(Stored data)
________________________
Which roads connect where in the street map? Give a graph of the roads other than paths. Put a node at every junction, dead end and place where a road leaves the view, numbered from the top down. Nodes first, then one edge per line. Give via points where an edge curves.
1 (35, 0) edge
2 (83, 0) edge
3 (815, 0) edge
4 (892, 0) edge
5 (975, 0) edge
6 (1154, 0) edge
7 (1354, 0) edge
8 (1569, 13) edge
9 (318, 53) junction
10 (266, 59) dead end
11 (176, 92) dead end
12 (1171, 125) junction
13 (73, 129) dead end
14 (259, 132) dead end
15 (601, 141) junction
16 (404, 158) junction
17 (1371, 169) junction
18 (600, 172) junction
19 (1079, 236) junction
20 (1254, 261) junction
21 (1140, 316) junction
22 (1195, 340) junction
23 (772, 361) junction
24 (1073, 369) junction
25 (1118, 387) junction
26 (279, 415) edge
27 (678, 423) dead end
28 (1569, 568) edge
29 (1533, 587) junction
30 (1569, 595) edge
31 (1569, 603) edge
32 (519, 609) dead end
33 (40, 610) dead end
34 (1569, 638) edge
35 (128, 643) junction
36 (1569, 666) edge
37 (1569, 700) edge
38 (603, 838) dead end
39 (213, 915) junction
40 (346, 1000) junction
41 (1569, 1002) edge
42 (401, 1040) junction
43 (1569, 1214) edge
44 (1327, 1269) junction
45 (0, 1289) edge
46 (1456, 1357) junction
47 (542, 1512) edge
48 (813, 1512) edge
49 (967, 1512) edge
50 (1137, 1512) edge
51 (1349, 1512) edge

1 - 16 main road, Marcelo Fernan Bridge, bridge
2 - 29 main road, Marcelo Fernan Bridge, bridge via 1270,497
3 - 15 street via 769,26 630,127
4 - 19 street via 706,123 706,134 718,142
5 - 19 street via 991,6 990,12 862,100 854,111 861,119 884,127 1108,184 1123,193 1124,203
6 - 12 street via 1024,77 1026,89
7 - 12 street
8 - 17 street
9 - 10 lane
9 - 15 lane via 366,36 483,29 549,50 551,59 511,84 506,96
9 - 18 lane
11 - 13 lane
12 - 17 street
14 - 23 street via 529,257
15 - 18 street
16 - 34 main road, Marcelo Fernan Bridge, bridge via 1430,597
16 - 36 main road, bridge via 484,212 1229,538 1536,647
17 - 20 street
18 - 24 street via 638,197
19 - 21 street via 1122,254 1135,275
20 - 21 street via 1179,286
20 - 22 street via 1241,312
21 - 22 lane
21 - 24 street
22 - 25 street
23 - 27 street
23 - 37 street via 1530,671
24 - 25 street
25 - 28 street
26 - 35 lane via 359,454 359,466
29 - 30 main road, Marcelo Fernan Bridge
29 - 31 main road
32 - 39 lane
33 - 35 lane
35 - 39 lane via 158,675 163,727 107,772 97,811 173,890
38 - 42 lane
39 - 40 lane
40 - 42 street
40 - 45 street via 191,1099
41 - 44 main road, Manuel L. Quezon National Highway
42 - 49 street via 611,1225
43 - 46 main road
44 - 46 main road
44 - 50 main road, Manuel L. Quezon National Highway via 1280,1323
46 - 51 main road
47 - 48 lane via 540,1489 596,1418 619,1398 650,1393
________________________
Could you output the records in full, exactly as written?

Which roads connect where in the street map? Give a graph of the roads other than paths. Put a node at every junction, dead end and place where a road leaves the view, numbered from the top down. Nodes first, then one edge per line. Give via points where an edge curves.
1 (35, 0) edge
2 (83, 0) edge
3 (815, 0) edge
4 (892, 0) edge
5 (975, 0) edge
6 (1154, 0) edge
7 (1354, 0) edge
8 (1569, 13) edge
9 (318, 53) junction
10 (266, 59) dead end
11 (176, 92) dead end
12 (1171, 125) junction
13 (73, 129) dead end
14 (259, 132) dead end
15 (601, 141) junction
16 (404, 158) junction
17 (1371, 169) junction
18 (600, 172) junction
19 (1079, 236) junction
20 (1254, 261) junction
21 (1140, 316) junction
22 (1195, 340) junction
23 (772, 361) junction
24 (1073, 369) junction
25 (1118, 387) junction
26 (279, 415) edge
27 (678, 423) dead end
28 (1569, 568) edge
29 (1533, 587) junction
30 (1569, 595) edge
31 (1569, 603) edge
32 (519, 609) dead end
33 (40, 610) dead end
34 (1569, 638) edge
35 (128, 643) junction
36 (1569, 666) edge
37 (1569, 700) edge
38 (603, 838) dead end
39 (213, 915) junction
40 (346, 1000) junction
41 (1569, 1002) edge
42 (401, 1040) junction
43 (1569, 1214) edge
44 (1327, 1269) junction
45 (0, 1289) edge
46 (1456, 1357) junction
47 (542, 1512) edge
48 (813, 1512) edge
49 (967, 1512) edge
50 (1137, 1512) edge
51 (1349, 1512) edge

1 - 16 main road, Marcelo Fernan Bridge, bridge
2 - 29 main road, Marcelo Fernan Bridge, bridge via 1270,497
3 - 15 street via 769,26 630,127
4 - 19 street via 706,123 706,134 718,142
5 - 19 street via 991,6 990,12 862,100 854,111 861,119 884,127 1108,184 1123,193 1124,203
6 - 12 street via 1024,77 1026,89
7 - 12 street
8 - 17 street
9 - 10 lane
9 - 15 lane via 366,36 483,29 549,50 551,59 511,84 506,96
9 - 18 lane
11 - 13 lane
12 - 17 street
14 - 23 street via 529,257
15 - 18 street
16 - 34 main road, Marcelo Fernan Bridge, bridge via 1430,597
16 - 36 main road, bridge via 484,212 1229,538 1536,647
17 - 20 street
18 - 24 street via 638,197
19 - 21 street via 1122,254 1135,275
20 - 21 street via 1179,286
20 - 22 street via 1241,312
21 - 22 lane
21 - 24 street
22 - 25 street
23 - 27 street
23 - 37 street via 1530,671
24 - 25 street
25 - 28 street
26 - 35 lane via 359,454 359,466
29 - 30 main road, Marcelo Fernan Bridge
29 - 31 main road
32 - 39 lane
33 - 35 lane
35 - 39 lane via 158,675 163,727 107,772 97,811 173,890
38 - 42 lane
39 - 40 lane
40 - 42 street
40 - 45 street via 191,1099
41 - 44 main road, Manuel L. Quezon National Highway
42 - 49 street via 611,1225
43 - 46 main road
44 - 46 main road
44 - 50 main road, Manuel L. Quezon National Highway via 1280,1323
46 - 51 main road
47 - 48 lane via 540,1489 596,1418 619,1398 650,1393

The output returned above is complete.